The researchers note some uncertainty regarding the anomalous converter. Since the subject died sometime during the 15-year monitoring, it is unclear whether that individual would have indeed developed Alzheimer’s if he or she lived longer, Zhong said.
The team acknowledges additional limitations of the study.
“This is a retrospective study based on clinical follow-ups from the past, not a randomized clinical trial on a larger sample size. So we are not yet calling this a verified blood test for Alzheimer’s disease,” said co-first author Zixu Zhou, a bioengineering alumnus from Zhong’s lab who is now at Genemo Inc., a startup founded by Zhong. “Nevertheless, our data, which were from clinically collected samples, strongly support the discovery of a biomarker for predicting the development of Alzheimer’s disease.”
In addition to randomized trials, future studies will include testing if the PHGDH biomarker can be used to identify patients who will respond to drugs for Alzheimer’s disease.
The team is also open to collaborating with Alzheimer’s research groups that might be interested in testing and validating this biomarker.
“If our results can be replicated by other centers and expanded to more cases, then it suggests that there are biomarkers outside of the brain that are altered before clinical disease onset and that these changes also predict the possible onset or development of Alzheimer’s disease,” Koo said. “If this PDGDH signal is shown to be accurate, it can be quite informative for diagnosis and even treatment response for Alzheimer’s research.”

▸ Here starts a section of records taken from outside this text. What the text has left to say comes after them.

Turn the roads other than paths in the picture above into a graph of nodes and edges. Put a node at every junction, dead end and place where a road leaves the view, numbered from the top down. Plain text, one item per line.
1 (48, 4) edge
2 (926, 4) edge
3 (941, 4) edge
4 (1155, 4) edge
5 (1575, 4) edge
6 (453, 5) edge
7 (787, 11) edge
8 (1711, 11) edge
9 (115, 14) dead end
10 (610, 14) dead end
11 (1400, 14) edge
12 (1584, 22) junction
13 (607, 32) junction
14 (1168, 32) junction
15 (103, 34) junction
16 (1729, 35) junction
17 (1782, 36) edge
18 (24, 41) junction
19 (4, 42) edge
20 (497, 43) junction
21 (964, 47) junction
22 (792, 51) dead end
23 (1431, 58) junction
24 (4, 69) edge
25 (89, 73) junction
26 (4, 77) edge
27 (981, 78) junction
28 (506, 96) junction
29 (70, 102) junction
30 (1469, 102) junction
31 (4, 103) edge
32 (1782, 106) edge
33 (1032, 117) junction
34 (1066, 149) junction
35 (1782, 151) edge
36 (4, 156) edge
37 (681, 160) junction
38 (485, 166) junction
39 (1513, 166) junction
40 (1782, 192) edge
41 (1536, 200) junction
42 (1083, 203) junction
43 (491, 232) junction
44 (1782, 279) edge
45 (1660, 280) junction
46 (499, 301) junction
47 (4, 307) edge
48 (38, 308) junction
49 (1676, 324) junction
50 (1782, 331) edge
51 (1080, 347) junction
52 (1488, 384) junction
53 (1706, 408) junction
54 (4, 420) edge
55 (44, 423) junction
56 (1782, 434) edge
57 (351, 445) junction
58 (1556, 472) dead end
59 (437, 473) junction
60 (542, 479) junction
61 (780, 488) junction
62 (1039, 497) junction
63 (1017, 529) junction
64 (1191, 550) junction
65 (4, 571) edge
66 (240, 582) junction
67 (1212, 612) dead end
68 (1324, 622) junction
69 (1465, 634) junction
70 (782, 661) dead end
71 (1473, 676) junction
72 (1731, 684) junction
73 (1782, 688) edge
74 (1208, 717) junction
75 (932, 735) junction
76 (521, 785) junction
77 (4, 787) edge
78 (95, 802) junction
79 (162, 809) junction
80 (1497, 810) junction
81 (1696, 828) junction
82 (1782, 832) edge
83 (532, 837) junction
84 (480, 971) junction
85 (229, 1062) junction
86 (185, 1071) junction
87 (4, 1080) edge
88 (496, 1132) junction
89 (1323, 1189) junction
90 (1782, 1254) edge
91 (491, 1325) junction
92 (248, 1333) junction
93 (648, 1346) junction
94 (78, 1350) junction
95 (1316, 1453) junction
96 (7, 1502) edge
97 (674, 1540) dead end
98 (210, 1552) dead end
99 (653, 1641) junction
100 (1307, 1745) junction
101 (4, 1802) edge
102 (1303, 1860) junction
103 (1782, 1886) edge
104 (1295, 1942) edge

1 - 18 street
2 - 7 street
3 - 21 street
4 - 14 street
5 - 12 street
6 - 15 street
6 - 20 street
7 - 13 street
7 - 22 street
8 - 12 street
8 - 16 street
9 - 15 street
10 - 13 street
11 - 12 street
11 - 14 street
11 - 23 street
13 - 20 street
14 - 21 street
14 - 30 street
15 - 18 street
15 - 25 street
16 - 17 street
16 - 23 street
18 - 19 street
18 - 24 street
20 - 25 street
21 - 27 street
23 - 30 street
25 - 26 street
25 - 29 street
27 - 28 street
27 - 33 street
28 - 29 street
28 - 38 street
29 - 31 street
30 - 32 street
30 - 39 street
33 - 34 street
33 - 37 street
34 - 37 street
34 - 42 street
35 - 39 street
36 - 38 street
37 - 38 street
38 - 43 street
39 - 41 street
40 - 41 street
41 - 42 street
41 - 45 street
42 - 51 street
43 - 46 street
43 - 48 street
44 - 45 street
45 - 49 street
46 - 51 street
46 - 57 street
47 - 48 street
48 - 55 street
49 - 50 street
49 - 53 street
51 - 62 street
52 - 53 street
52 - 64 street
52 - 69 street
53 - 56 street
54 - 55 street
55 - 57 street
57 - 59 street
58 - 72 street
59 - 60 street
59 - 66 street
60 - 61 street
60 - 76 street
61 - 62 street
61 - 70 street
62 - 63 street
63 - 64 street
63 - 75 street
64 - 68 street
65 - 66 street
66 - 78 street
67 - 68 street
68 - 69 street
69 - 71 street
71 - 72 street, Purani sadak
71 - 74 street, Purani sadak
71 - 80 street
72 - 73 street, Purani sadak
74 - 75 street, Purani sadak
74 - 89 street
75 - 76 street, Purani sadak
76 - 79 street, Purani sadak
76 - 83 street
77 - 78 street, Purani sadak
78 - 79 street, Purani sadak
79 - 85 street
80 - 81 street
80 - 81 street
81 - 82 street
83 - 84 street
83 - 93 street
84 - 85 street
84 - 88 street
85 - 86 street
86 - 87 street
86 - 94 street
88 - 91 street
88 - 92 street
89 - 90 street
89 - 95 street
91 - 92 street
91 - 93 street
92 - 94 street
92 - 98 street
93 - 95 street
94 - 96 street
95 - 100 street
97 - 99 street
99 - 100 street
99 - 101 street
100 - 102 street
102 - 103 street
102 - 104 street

Presymptomatic Increase of an Extracellular RNA in Blood Plasma Associates with the Development of Alzheimer’s Disease
The extracellular RNAs (exRNAs) from human biofluid have recently been systematically characterized. However, the correlations of biofluid exRNA levels and human diseases remain largely untested. Here, considering the unmet need for presymptomatic biomarkers of sporadic Alzheimer’s disease (AD), we leveraged the recently developed SILVER-seq (small-input liquid volume extracellular RNA sequencing) technology to generate exRNA profiles from a longitudinal collection of human plasma samples. These 164 plasma samples were collected from research subjects 70 years or older with up to 15 years of clinical follow-up prior to death and whose clinical diagnoses were confirmed by pathological analysis of their post mortem brains. The exRNAs of AD-activated genes and transposons in the brain exhibited a concordant trend of increase in AD plasma in comparison with age-matched control plasma. However, when we required statistical significance with multiple testing adjustments, phosphoglycerate dehydrogenase (PHGDH) was the only gene that exhibited consistent upregulation in AD brain transcriptomes from 3 independent cohorts and an increase in AD plasma as compared to controls. We validated PHGDH’s serum exRNA and brain protein expression increases in AD by using 5 additional published cohorts. Finally, we compared the time-course exRNA trajectories between “converters” and controls. Plasma PHGDH exRNA exhibited presymptomatic increases in each of the 11 converters during their transitions from normal to cognitive impairment but remained stable over the entire follow-up period in 8 out of the 9 control elderly subjects. These data suggest the potential utilities of plasma exRNA levels for screening and longitudinal exRNA changes as a presymptomatic indication of sporadic AD.